Multilayer directed random networks: Scaling of spectral properties

TL;DR

This study analyzes the spectral properties of multilayer directed random networks using random matrix theory, revealing a universal scaling law for eigenfunction localization and related spectral measures across different network configurations.

Contribution

It introduces a universal scaling law for eigenfunction localization in multilayer directed networks, linking spectral properties to network parameters within a random matrix theory framework.

Findings

Eigenfunction localization length follows a simple scaling law.

Spectral measures scale with the effective bandwidth and network size.

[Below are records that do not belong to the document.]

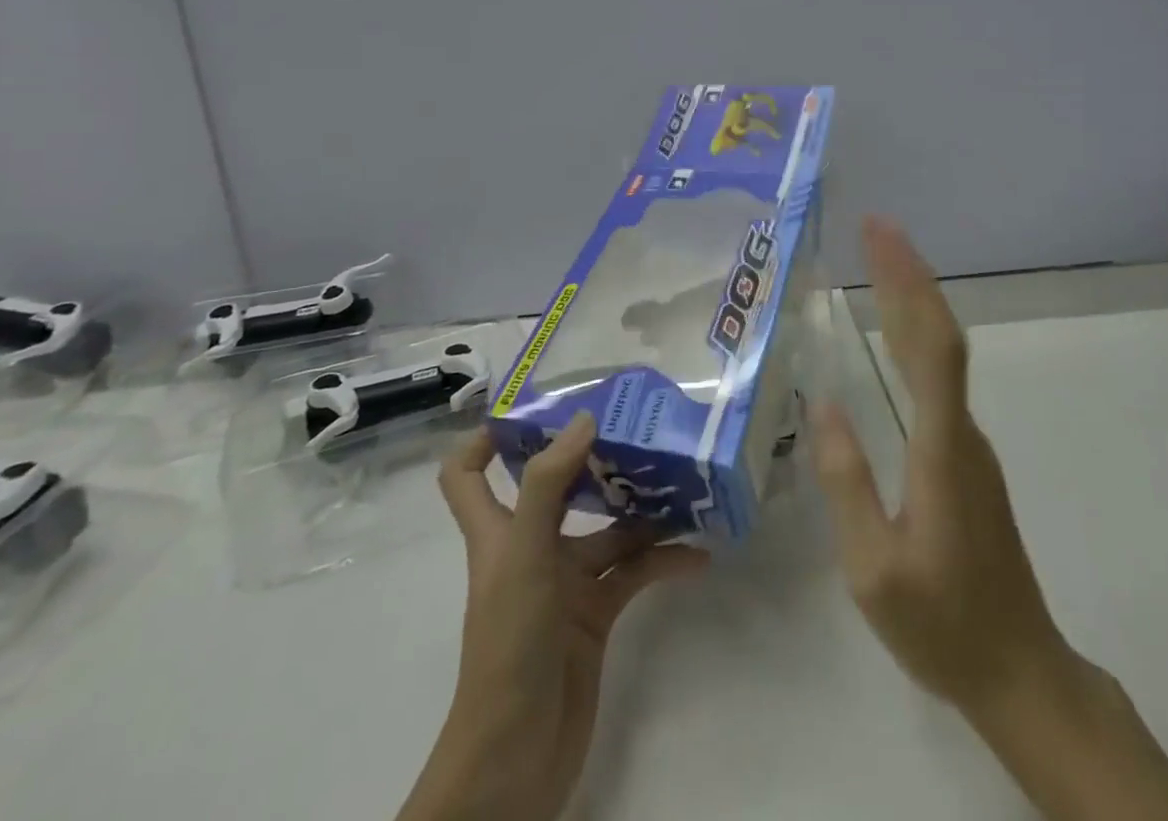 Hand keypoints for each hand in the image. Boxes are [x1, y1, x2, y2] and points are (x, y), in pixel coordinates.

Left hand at [398, 415, 709, 820]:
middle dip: (591, 456)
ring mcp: (564, 582)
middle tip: (636, 424)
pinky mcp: (595, 614)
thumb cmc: (509, 646)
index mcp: (497, 531)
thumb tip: (583, 419)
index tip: (536, 405)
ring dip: (643, 510)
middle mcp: (529, 547)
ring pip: (607, 529)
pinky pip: (634, 573)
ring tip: (684, 480)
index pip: (468, 474)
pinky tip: (698, 555)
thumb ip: (547, 484)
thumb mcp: (523, 556)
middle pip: (555, 487)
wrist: (516, 762)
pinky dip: (663, 561)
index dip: (487, 437)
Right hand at [814, 217, 1167, 820]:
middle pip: (939, 334)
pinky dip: (915, 334)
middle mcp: (961, 430)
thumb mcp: (873, 567)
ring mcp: (968, 442)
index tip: (880, 236)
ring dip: (913, 299)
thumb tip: (823, 402)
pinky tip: (895, 330)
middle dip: (908, 273)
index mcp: (941, 448)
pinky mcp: (965, 457)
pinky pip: (939, 376)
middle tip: (873, 226)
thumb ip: (846, 482)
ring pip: (942, 353)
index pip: (931, 345)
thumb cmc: (942, 624)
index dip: (908, 283)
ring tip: (878, 260)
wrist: (1020, 670)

Universal behavior observed across different multilayer network setups.

Abstract

Motivated by the wide presence of multilayer networks in both natural and human-made systems, within a random matrix theory (RMT) approach, in this study we compute eigenfunction and spectral properties of multilayer directed random networks (MDRNs) in two setups composed by $M$ layers of size $N$: A line and a complete graph (node-aligned multiplex network). First, we numerically demonstrate that the normalized localization length $\beta$ of the eigenfunctions of MDRNs follows a simple scaling law given by $\beta=x^*/(1+x^*)$, with $x^*\propto (b_{\rm eff}^2/L)^\delta$, $\delta\sim 1$ and $b_{\rm eff}$ being the effective bandwidth of the adjacency matrix of the network of size $L=M\times N$. Here, $b_{\rm eff}$ incorporates both intra- and inter-layer edges. Then, we show that other eigenfunction and spectral RMT measures (the inverse participation ratio of eigenfunctions, the ratio between nearest- and next-to-nearest-neighbor eigenvalue distances, and the ratio between consecutive singular-value spacings) of MDRNs also scale with $x^*$.